Three back to school learning opportunities to increase emotion regulation and empathy! Back school, and starting school for the first time, can be a challenge for children of all ages. Children often experience a mix of emotions such as anxiety and excitement. Keeping three social and emotional learning opportunities in mind during this time of year can help your child increase emotional functioning and increase empathy related skills!
Let me first introduce you to two children’s books I have written to even further facilitate young children leaning these skills, Buttons the Brave Blue Kitten and Ursula Unwinds her Anger.

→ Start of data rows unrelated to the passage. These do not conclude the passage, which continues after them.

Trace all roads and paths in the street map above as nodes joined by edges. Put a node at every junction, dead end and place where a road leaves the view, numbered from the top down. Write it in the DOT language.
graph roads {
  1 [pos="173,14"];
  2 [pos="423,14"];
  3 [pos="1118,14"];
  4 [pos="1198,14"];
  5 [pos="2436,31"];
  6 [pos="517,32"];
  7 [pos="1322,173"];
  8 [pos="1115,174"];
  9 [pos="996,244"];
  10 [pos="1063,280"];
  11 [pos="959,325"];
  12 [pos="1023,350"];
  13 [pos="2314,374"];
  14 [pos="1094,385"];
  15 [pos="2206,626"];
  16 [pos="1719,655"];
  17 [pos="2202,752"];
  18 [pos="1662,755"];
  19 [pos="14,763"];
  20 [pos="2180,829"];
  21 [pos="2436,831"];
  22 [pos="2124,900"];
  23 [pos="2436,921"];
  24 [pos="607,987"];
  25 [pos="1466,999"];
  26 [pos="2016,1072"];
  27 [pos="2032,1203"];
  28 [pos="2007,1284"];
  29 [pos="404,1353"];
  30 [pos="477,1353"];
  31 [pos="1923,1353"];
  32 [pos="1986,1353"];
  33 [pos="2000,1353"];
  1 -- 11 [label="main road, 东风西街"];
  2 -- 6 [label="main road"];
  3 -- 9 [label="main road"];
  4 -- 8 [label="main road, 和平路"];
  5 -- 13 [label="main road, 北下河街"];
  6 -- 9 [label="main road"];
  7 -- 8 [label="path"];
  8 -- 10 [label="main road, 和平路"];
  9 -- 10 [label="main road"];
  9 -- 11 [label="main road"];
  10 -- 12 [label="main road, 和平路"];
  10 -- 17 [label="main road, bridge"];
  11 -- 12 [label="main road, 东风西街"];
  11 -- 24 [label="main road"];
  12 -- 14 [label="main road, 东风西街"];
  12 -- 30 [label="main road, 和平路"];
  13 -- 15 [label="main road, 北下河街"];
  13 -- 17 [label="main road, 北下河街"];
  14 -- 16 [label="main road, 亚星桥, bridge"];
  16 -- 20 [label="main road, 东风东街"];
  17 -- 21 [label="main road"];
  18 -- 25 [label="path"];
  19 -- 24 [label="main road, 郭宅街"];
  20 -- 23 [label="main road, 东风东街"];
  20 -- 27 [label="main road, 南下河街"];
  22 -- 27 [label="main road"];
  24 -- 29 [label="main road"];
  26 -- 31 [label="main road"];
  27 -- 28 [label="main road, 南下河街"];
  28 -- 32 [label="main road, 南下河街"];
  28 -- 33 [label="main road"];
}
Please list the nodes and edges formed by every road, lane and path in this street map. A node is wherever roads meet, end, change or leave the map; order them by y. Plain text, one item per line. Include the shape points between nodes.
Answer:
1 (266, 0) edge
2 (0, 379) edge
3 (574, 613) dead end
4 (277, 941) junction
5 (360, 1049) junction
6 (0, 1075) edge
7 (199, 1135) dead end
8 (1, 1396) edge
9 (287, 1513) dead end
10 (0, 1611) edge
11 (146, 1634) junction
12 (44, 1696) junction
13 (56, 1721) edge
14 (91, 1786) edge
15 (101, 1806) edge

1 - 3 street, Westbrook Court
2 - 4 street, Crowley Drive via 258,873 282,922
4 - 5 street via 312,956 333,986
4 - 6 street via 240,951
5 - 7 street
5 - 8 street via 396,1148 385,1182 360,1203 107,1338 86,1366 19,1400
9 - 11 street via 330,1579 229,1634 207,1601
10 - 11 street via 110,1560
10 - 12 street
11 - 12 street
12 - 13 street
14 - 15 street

Buttons the Brave Blue Kitten is an excellent back-to-school read because it is the story of a kitten’s first day of school. Buttons experiences separation anxiety on his first day and then this becomes an opportunity for him to learn about all of his different feelings. He creates a fun goodbye routine to help him separate from his caregiver and begins to learn about others’ feelings too so that he can make kind choices. https://www.amazon.com/Buttons-Brave-Kitten-Kristina-Sargent/dp/1493104233
Ursula Unwinds her Anger also teaches children about feelings since Ursula the sea-dragon turns different colors with her feelings. She learns all feelings are okay to have and that she can make saw choices with her feelings by using mindful breathing. Ursula is able to practice assertiveness skills when she is being teased by other sea creatures and learns to accept herself just as she is! https://www.amazon.com/Ursula-Unwinds-Kristina-Marcelli-Sargent/dp/1499073003
Back to school learning opportunities:
1) Increase emotional literacy
Point out your child’s feelings about going back to school and validate them. “So you are happy and scared about starting school tomorrow. That’s completely okay to have your feelings and different feelings at the same time.”
You can also share your own feelings with your child in age appropriate ways such as, “I feel so happy you are going to school tomorrow and get to meet your new classmates and teacher. I feel sad because I will miss you but I know I will see you at the end of the day.” Helping your child realize emotions come and go is also helpful. This can be done by talking about past experiences with feelings and pointing out how those feelings had come and gone. Feelings come and go like clouds in the sky!
2) Increase safe ways to cope with and express emotions
After validating your child’s feelings, you can then engage him or her in a discussion about safe choices to do with the feeling (safe ways to cope with or express the feelings). You can prompt this by saying something like, “What are some things you can do that help you feel better when you are afraid? What are some things you can do to let the feeling out instead of holding it inside? Safe ways to cope could include deep breathing, imagining a happy place, looking at a book, playing a game, etc. Safe ways to express the feelings could include talking, drawing, writing, playing, creating sculptures or other art about the feelings, etc. The more tools your child has in his or her toolbox the better and remember, just because something works for you doesn’t mean it will work for your child. Listen to your child’s ideas of what works for him or her and offer ideas and examples as needed.
3) Increase responsiveness and concern for others’ emotions (empathy)
Offer prompts to discuss and think about other people’s feelings by asking your child to think how others may be feeling about starting school. “I know you are happy and excited to go to school tomorrow and see your friends again. Remember Aaron who just moved in? How do you think he may be feeling about starting school tomorrow since he doesn’t know anyone yet?”
Act out stories with dolls or puppets about starting school. This allows your child to put themselves in someone else’s shoes while playing and think of perspectives from that character. You can even take turns picking up feeling cards and acting out stories about characters experiencing the feeling on that card. Great ones to start with are happy, sad, angry, afraid, and safe.
Point out the feelings of other children in the moment. If a child is crying during drop off time on the first day point this out in an empathetic way to your child. “She seems really upset about leaving her grandmother. It must not feel very good to feel so sad. What can you do today to help her feel happier and more comfortable in your classroom?”
As we increase our emphasis on teaching emotional skills, children become more competent in understanding their own feelings and are better able to handle their feelings safely and respond to others in compassionate ways. So this back to school season, let’s focus more on social emotional learning today for a more compassionate tomorrow.